UK Justice Policy Review

Legal aid cost claims challenged

The Bar Council, the professional association for barristers in England and Wales, has challenged the Justice Secretary's claims on the costs of legal aid.

During a recent appearance before the House of Commons Justice Committee Chris Graying, the Justice Secretary, claimed that the 'typical payment' to a senior barrister for a high cost case would be 'around £135,000'.

Chair of the Bar Council Maura McGowan has challenged Mr Grayling's figures, claiming the real amount is around £20,000.

Benefit cap failing

A study by the Chartered Institute of Housing of the implementation of the benefit cap  has found that it is neither saving money nor getting benefits recipients into employment, according to a report in The Guardian. The research, conducted in the London Borough of Haringey, found that the policy had cut £60,000 a week from the benefits bill.
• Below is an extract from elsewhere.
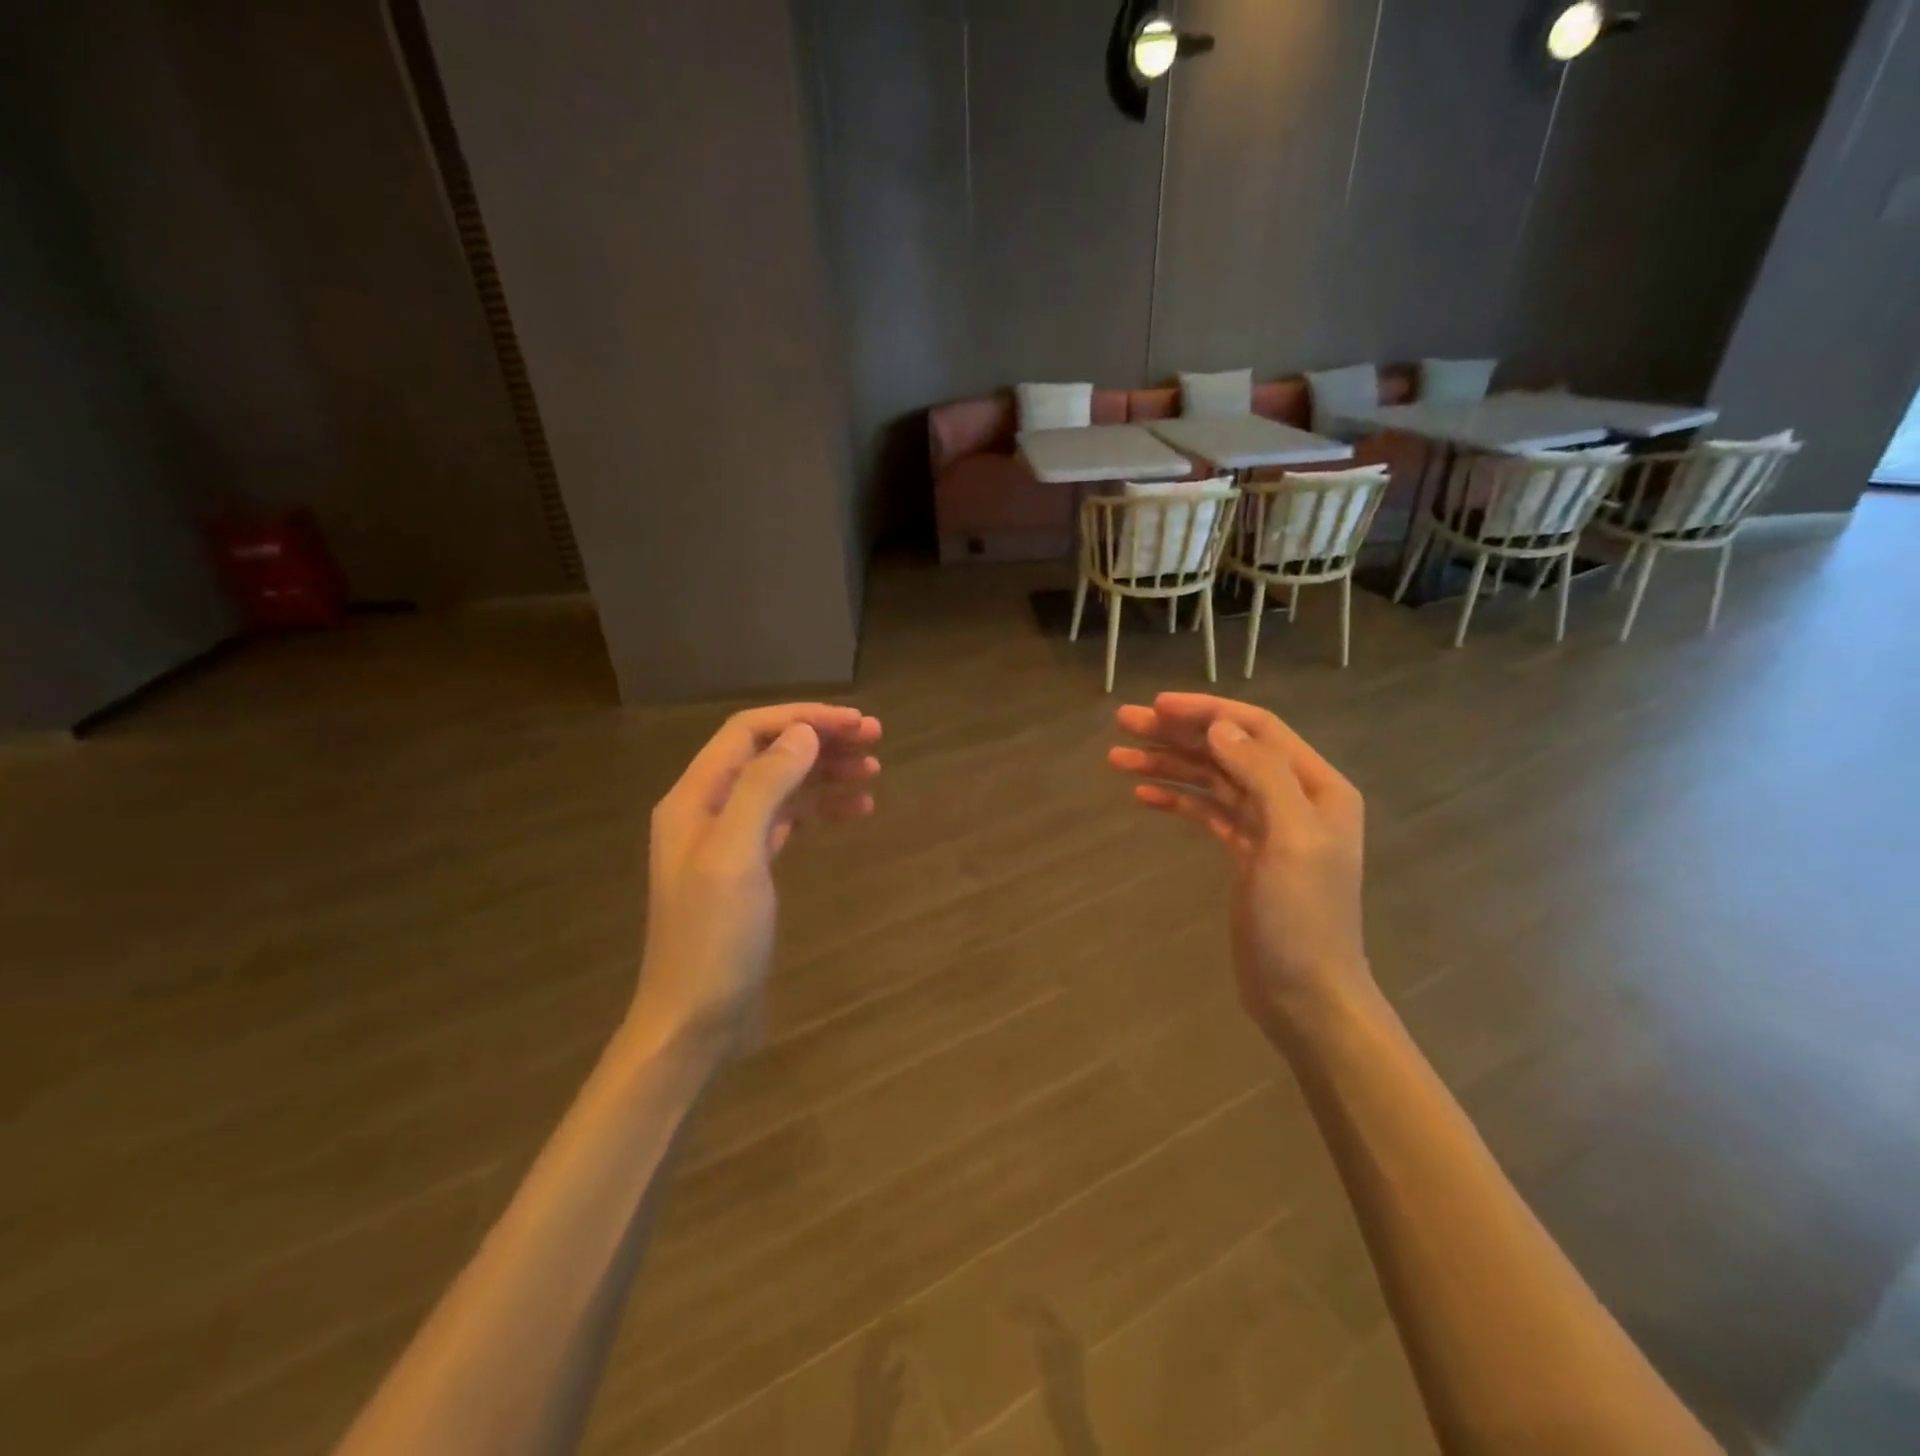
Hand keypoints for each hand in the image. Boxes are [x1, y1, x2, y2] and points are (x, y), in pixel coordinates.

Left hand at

However, the council was spending £55,000 a week on short-term discretionary grants to help claimants affected by the policy.

Scrapping of lowest bidder

The Justice Secretary Chris Grayling has said proposals to award legal aid contracts to the lowest bidders have been scrapped. This follows criticisms that it would reduce justice to a "factory mentality".

Mr Grayling has ditched the proposals after drawing up the government's latest legal aid reforms with the support of the Law Society.